━━━ Material provided ━━━
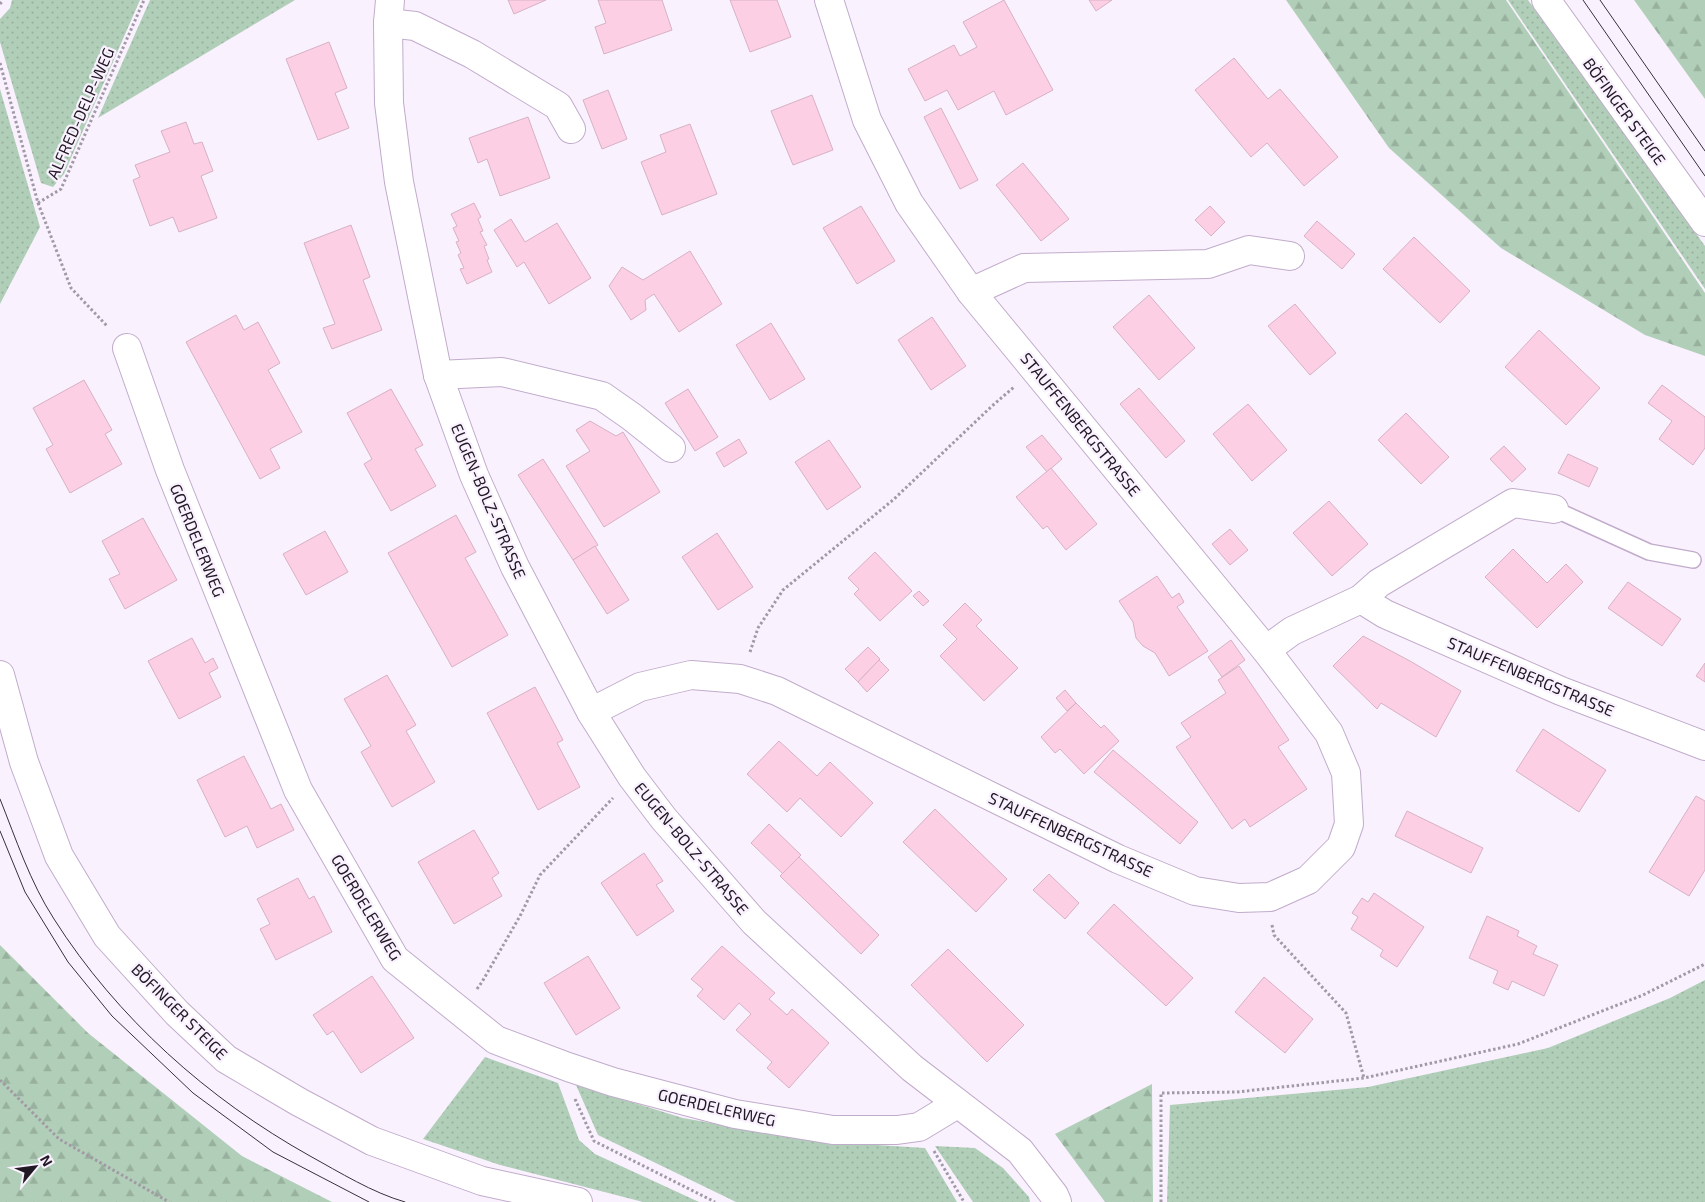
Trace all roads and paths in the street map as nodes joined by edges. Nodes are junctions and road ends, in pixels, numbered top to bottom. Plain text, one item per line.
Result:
1 (3, 0) edge
2 (144, 0) edge
3 (829, 0) edge
4 (1546, 0) edge
5 (0, 4) edge
6 (389, 12) edge
7 (0, 63) edge
8 (571, 129) dead end
9 (38, 203) junction
10 (1705, 222) edge
11 (1290, 256) dead end
12 (971, 292) junction
13 (127, 348) joint
14 (438, 375) junction
15 (992, 406) dead end
16 (671, 448) dead end
17 (1554, 510) joint
18 (1693, 560) dead end
19 (1360, 599) junction
20 (1266, 650) junction
21 (749, 654) dead end
22 (0, 675) edge
23 (590, 712) junction
24 (1705, 746) edge
25 (632, 777) junction
26 (1270, 897) junction
27 (1705, 964) edge
28 (482, 982) dead end
29 (568, 1067) junction
30 (1364, 1078) junction
31 (0, 1080) edge
32 (957, 1104) junction
33 (920, 1127) junction
34 (170, 1202) edge
35 (578, 1202) edge
36 (715, 1202) edge
37 (964, 1202) edge
38 (1057, 1202) edge
39 (1161, 1202) edge

1 - 5 path
2 - 9 path, ALFRED-DELP-WEG
3 - 12 street, STAUFFENBERGSTRASSE
4 - 10 street, BÖFINGER STEIGE
6 - 8 street, EUGEN-BOLZ-STRASSE
6 - 14 street, EUGEN-BOLZ-STRASSE
7 - 9 path, ALFRED-DELP-WEG
9 - 13 path
11 - 12 street
12 - 20 street, STAUFFENBERGSTRASSE
13 - 29 street, GOERDELERWEG
14 - 16 street
14 - 23 street, EUGEN-BOLZ-STRASSE
15 - 21 path
17 - 18 lane
17 - 19 street
19 - 20 street
19 - 24 street, STAUFFENBERGSTRASSE
20 - 26 street, STAUFFENBERGSTRASSE
22 - 35 street, BÖFINGER STEIGE
23 - 25 street, EUGEN-BOLZ-STRASSE
23 - 26 street, STAUFFENBERGSTRASSE
25 - 28 path
25 - 32 street, EUGEN-BOLZ-STRASSE
26 - 30 path
27 - 30 path
29 - 33 street, GOERDELERWEG
29 - 36 path
30 - 39 path
31 - 34 path
32 - 33 street, GOERDELERWEG
32 - 38 street, EUGEN-BOLZ-STRASSE
33 - 37 path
━━━
Problem description. Omit the pictures, then retype the remaining material without a single change.

Result of this task.
Trace all roads and paths in the street map as nodes joined by edges. Nodes are junctions and road ends, in pixels, numbered top to bottom. Plain text, one item per line.
Result:
1 (3, 0) edge
2 (144, 0) edge
3 (829, 0) edge
4 (1546, 0) edge
5 (0, 4) edge
6 (389, 12) edge
7 (0, 63) edge
8 (571, 129) dead end
9 (38, 203) junction
10 (1705, 222) edge
11 (1290, 256) dead end
12 (971, 292) junction
13 (127, 348) joint
14 (438, 375) junction
15 (992, 406) dead end
16 (671, 448) dead end
17 (1554, 510) joint
18 (1693, 560) dead end
19 (1360, 599) junction
20 (1266, 650) junction
21 (749, 654) dead end
22 (0, 675) edge
23 (590, 712) junction
24 (1705, 746) edge
25 (632, 777) junction
26 (1270, 897) junction
27 (1705, 964) edge
28 (482, 982) dead end
29 (568, 1067) junction
30 (1364, 1078) junction
31 (0, 1080) edge
32 (957, 1104) junction
33 (920, 1127) junction
34 (170, 1202) edge
35 (578, 1202) edge
36 (715, 1202) edge
37 (964, 1202) edge
38 (1057, 1202) edge
39 (1161, 1202) edge

1 - 5 path
2 - 9 path, ALFRED-DELP-WEG
3 - 12 street, STAUFFENBERGSTRASSE
4 - 10 street, BÖFINGER STEIGE
6 - 8 street, EUGEN-BOLZ-STRASSE
6 - 14 street, EUGEN-BOLZ-STRASSE
7 - 9 path, ALFRED-DELP-WEG
9 - 13 path
11 - 12 street
12 - 20 street, STAUFFENBERGSTRASSE
13 - 29 street, GOERDELERWEG
14 - 16 street
14 - 23 street, EUGEN-BOLZ-STRASSE
15 - 21 path
17 - 18 lane
17 - 19 street
19 - 20 street
19 - 24 street, STAUFFENBERGSTRASSE
20 - 26 street, STAUFFENBERGSTRASSE
22 - 35 street, BÖFINGER STEIGE
23 - 25 street, EUGEN-BOLZ-STRASSE
23 - 26 street, STAUFFENBERGSTRASSE
25 - 28 path
25 - 32 street, EUGEN-BOLZ-STRASSE
26 - 30 path
27 - 30 path
29 - 33 street, GOERDELERWEG
29 - 36 path
30 - 39 path
31 - 34 path
32 - 33 street, GOERDELERWEG
32 - 38 street, EUGEN-BOLZ-STRASSE
33 - 37 path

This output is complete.